Predictor and Response Variables¶
In this the example, the predictor variable including hour of the day,day of the week, pickup lat, pickup lng, dropoff lat, dropoff lng, trip distance. The response variable is low speed time and trip duration.
The following code snippet is for create the predictor and response variables:
def get_x_and_y_predict_timecost(self,df):
trip_distance = df.trip_distance
picklat = df.pickup_latitude
picklng = df.pickup_longitude
droplat = df.dropoff_latitude
droplng = df.dropoff_longitude
hourofday = df.hourofday
x = map(lambda x1,x2,x3,x4,x5,x6: [x1,x2,x3,x4,x5,x6],picklat,picklng,droplat,droplng,hourofday,trip_distance)
y = df.timecost
return x,y
def get_x_and_y_predict_tripduration(self,df):
trip_distance = df.trip_distance
trip_duration = df.triplength
picklat = df.pickup_latitude
picklng = df.pickup_longitude
droplat = df.dropoff_latitude
droplng = df.dropoff_longitude
hourofday = df.hourofday
x = map(lambda x1,x2,x3,x4,x5,x6: [x1,x2,x3,x4,x5,x6],picklat,picklng,droplat,droplng,hourofday,trip_distance)
y = trip_duration
return x,y
Training model¶
Decision Tree model is trained with x and y, max_depth of the tree is used to prevent over fitting We also calculate the residual of the prediction.
def train_model_predict_timecost(self,x,y):
from sklearn import tree
import numpy as np
clf = tree.DecisionTreeRegressor(max_depth=15)
clf = clf.fit(x, y)
from sklearn import cross_validation
scores = cross_validation.cross_val_score(clf, x, y, cv=5)
residule = np.mean((clf.predict(x) - y) ** 2)
return clf, scores.mean(), residule
Cross Validation¶
Cross Validation is used to choose the regularization parameter (max_depth of the tree).
Cross Validation splitting strategy¶
In this work, I use K-fold method to calculate the Cross Validation Score.
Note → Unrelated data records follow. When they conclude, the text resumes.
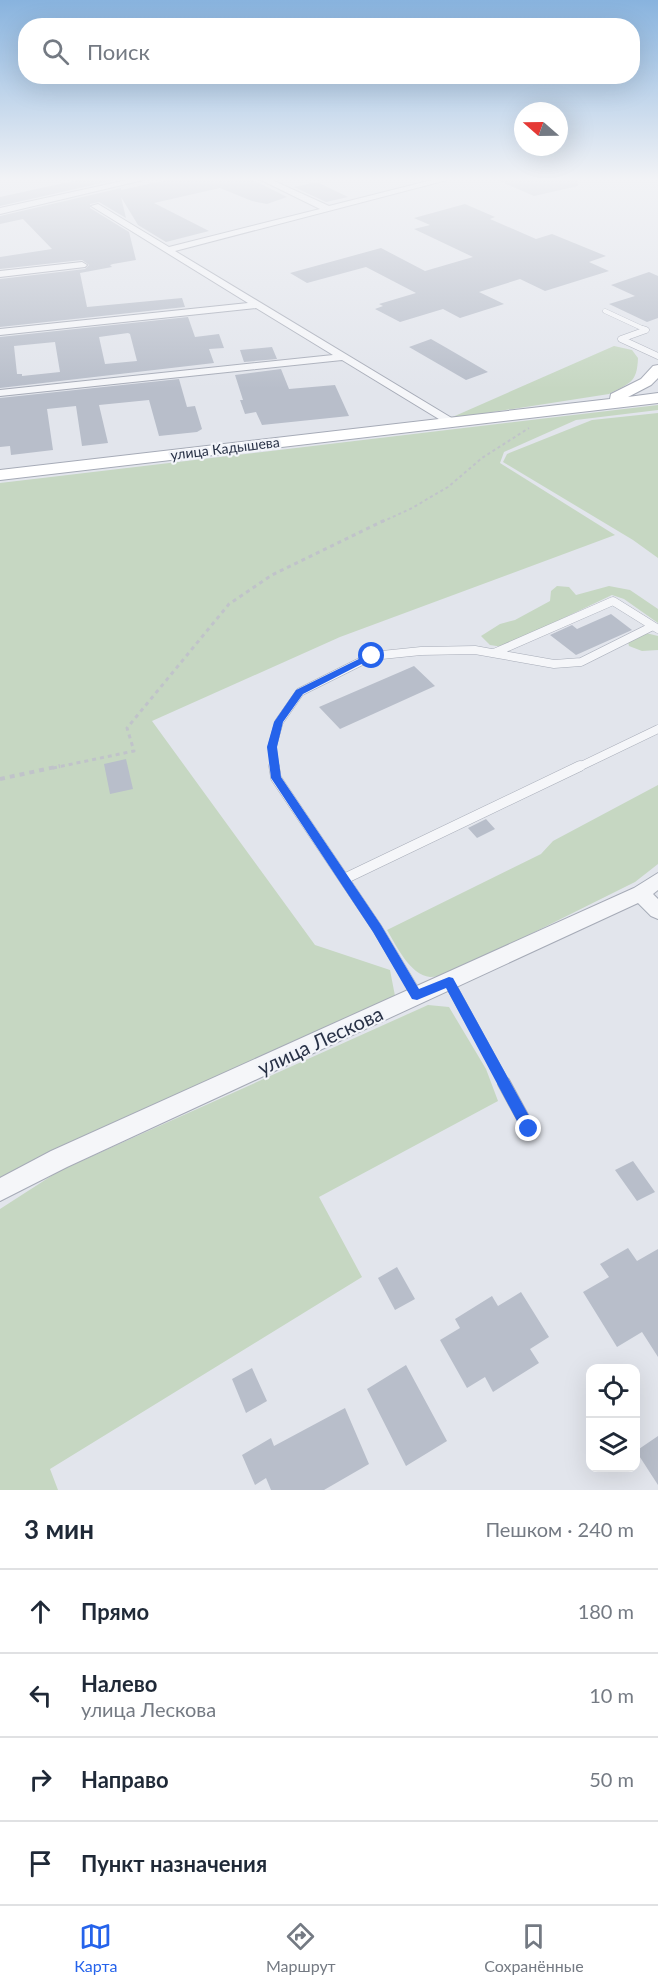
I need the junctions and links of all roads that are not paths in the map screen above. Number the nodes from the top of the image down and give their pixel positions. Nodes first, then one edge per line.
1 (167, 250) edge
2 (82, 265) dead end
3 (0, 274) edge
4 (258, 305) junction
5 (605, 311) dead end
6 (0, 332) edge
7 (644, 351) junction
8 (658, 356) edge
9 (344, 357) junction
10 (655, 370) edge
11 (0, 393) edge
12 (658, 398) edge
13 (601, 404) junction
14 (450, 422) junction
15 (0, 475) edge
16 (655, 628) edge
17 (494, 653) junction
18 (658, 729) edge
19 (344, 879) junction
20 (650, 886) edge
21 (658, 911) edge
22 (449, 982) junction
23 (417, 995) junction
24 (529, 1129) dead end
25 (0, 1190) edge

1 - 4 street
2 - 3 street
4 - 6 street
4 - 9 street
5 - 7 lane
7 - 8 lane
7 - 10 lane
9 - 11 street
9 - 14 street
10 - 13 street
12 - 13 street, улица Кадышева
13 - 14 street, улица Кадышева
14 - 15 street, улица Кадышева
16 - 17 lane
16 - 17 lane
17 - 19 lane
18 - 19 lane
19 - 23 lane
20 - 21 street
20 - 22 street, улица Лескова
22 - 23 street, улица Лескова
22 - 24 lane
23 - 25 street, улица Лескова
KFold divides all the samples in k groups of samples, called folds, of equal sizes (if possible). The model is tranined using k-1 folds, and the fold left out is used for test.
Cross Validation Score¶
In this work, we use coefficient of determination (\({R^2}\) of the prediction) as the cross validation score (cv score).
A data set has n values marked \({y_1} \ldots {y_n}\), each associated with a predicted value \({f_1} \ldots {f_n}\). \(\bar y = \frac{1}{n}\sum\limits_{i = 1}^n {{y_i}}\) is the mean of the observed data.
The definition of the Cross Validation Score (coefficient of determination) is:
\({R^2} = 1 - S{S_{res}}/S{S_{tot}}\)
where \(SS_{tot}\) is the total sum of square:
\(S{S_{tot}} = \sum\limits_i {{{({y_i} - \bar y)}^2}}\)
\(SS_{res}\) is the residual sum of squares(RSS)
\(S{S_{res}} = \sum\limits_i {{{({y_i} - {f_i})}^2}}\)